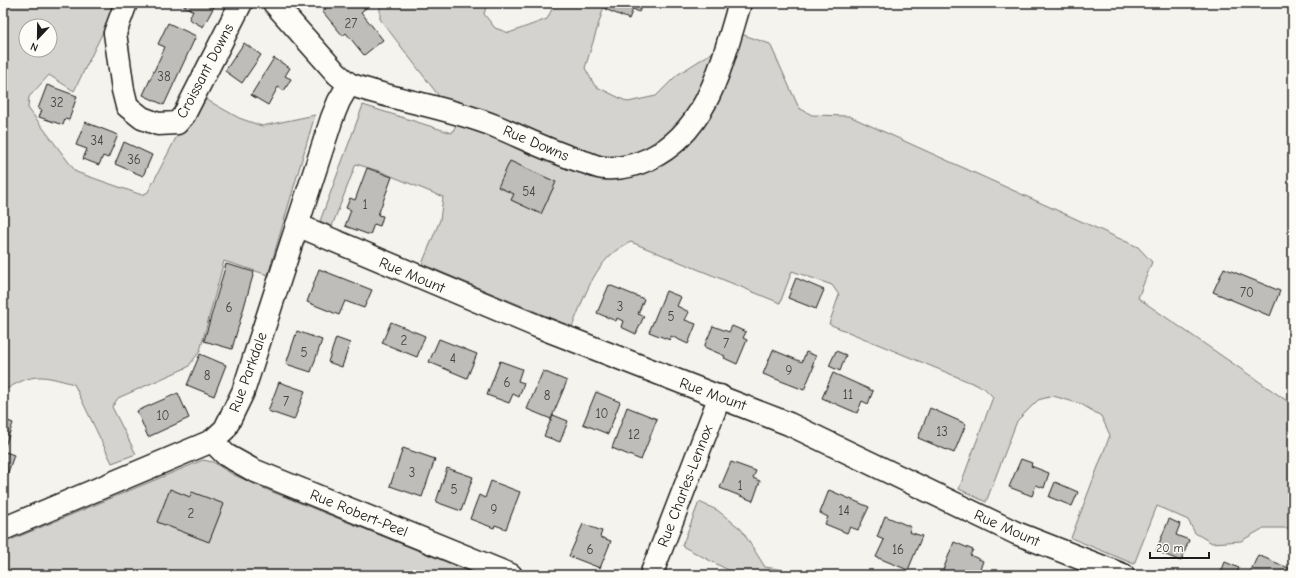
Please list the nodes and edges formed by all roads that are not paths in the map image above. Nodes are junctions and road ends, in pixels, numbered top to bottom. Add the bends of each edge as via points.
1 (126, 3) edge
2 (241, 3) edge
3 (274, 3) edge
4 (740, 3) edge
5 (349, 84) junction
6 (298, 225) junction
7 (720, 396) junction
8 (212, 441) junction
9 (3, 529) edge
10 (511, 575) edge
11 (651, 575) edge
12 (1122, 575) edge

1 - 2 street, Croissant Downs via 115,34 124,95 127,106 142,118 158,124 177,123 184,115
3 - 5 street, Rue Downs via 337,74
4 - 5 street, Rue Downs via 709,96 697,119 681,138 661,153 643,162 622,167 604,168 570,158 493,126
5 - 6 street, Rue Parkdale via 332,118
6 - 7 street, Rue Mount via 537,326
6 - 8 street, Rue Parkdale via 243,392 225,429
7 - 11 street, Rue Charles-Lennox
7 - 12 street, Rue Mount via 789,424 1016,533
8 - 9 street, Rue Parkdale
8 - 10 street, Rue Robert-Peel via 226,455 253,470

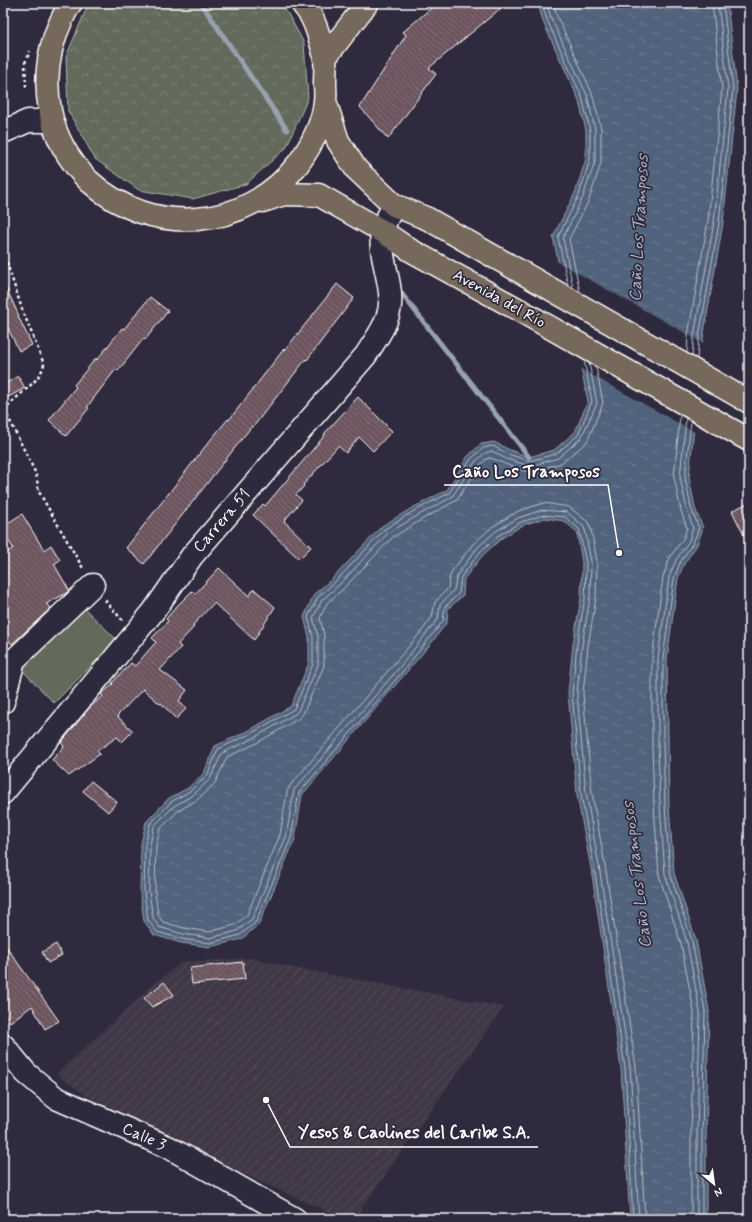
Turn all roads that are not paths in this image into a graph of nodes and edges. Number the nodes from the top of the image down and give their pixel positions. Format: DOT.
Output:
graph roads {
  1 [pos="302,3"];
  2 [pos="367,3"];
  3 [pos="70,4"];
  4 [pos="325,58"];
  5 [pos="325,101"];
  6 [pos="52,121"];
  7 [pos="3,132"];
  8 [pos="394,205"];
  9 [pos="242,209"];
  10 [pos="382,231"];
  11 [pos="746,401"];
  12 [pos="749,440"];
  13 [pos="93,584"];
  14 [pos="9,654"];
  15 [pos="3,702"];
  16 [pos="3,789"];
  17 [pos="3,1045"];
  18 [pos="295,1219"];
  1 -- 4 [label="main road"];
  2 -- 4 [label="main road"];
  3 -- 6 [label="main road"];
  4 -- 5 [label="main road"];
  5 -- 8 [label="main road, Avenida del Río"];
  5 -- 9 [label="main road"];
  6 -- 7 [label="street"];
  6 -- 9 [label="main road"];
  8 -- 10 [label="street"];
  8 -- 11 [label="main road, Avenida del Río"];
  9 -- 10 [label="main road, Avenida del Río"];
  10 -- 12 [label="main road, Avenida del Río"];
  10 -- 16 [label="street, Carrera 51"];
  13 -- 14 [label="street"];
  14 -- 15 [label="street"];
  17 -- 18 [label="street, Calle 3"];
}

-- Task statement --
Give the listing again word for word. Skip any pictures.

-- Solution to this problem --
Please list the nodes and edges formed by all roads that are not paths in the map image above. Nodes are junctions and road ends, in pixels, numbered top to bottom. Add the bends of each edge as via points.
1 (126, 3) edge
2 (241, 3) edge
3 (274, 3) edge
4 (740, 3) edge
5 (349, 84) junction
6 (298, 225) junction
7 (720, 396) junction
8 (212, 441) junction
9 (3, 529) edge
10 (511, 575) edge
11 (651, 575) edge
12 (1122, 575) edge

1 - 2 street, Croissant Downs via 115,34 124,95 127,106 142,118 158,124 177,123 184,115
3 - 5 street, Rue Downs via 337,74
4 - 5 street, Rue Downs via 709,96 697,119 681,138 661,153 643,162 622,167 604,168 570,158 493,126
5 - 6 street, Rue Parkdale via 332,118
6 - 7 street, Rue Mount via 537,326
6 - 8 street, Rue Parkdale via 243,392 225,429
7 - 11 street, Rue Charles-Lennox
7 - 12 street, Rue Mount via 789,424 1016,533
8 - 9 street, Rue Parkdale
8 - 10 street, Rue Robert-Peel via 226,455 253,470

Turn all roads that are not paths in this image into a graph of nodes and edges. Number the nodes from the top of the image down and give their pixel positions. Format: DOT.
Output:
graph roads {
  1 [pos="302,3"];
  2 [pos="367,3"];
  3 [pos="70,4"];
  4 [pos="325,58"];
  5 [pos="325,101"];
  6 [pos="52,121"];
  7 [pos="3,132"];
  8 [pos="394,205"];
  9 [pos="242,209"];
  10 [pos="382,231"];
  11 [pos="746,401"];
  12 [pos="749,440"];
  13 [pos="93,584"];
  14 [pos="9,654"];
  15 [pos="3,702"];
  16 [pos="3,789"];
  17 [pos="3,1045"];
  18 [pos="295,1219"];
  1 -- 4 [label="main road"];
  2 -- 4 [label="main road"];
  3 -- 6 [label="main road"];
  4 -- 5 [label="main road"];
  5 -- 8 [label="main road, Avenida del Río"];
  5 -- 9 [label="main road"];
  6 -- 7 [label="street"];
  6 -- 9 [label="main road"];
  8 -- 10 [label="street"];
  8 -- 11 [label="main road, Avenida del Río"];
  9 -- 10 [label="main road, Avenida del Río"];
  10 -- 12 [label="main road, Avenida del Río"];
  10 -- 16 [label="street, Carrera 51"];
  13 -- 14 [label="street"];
  14 -- 15 [label="street"];
  17 -- 18 [label="street, Calle 3"];
}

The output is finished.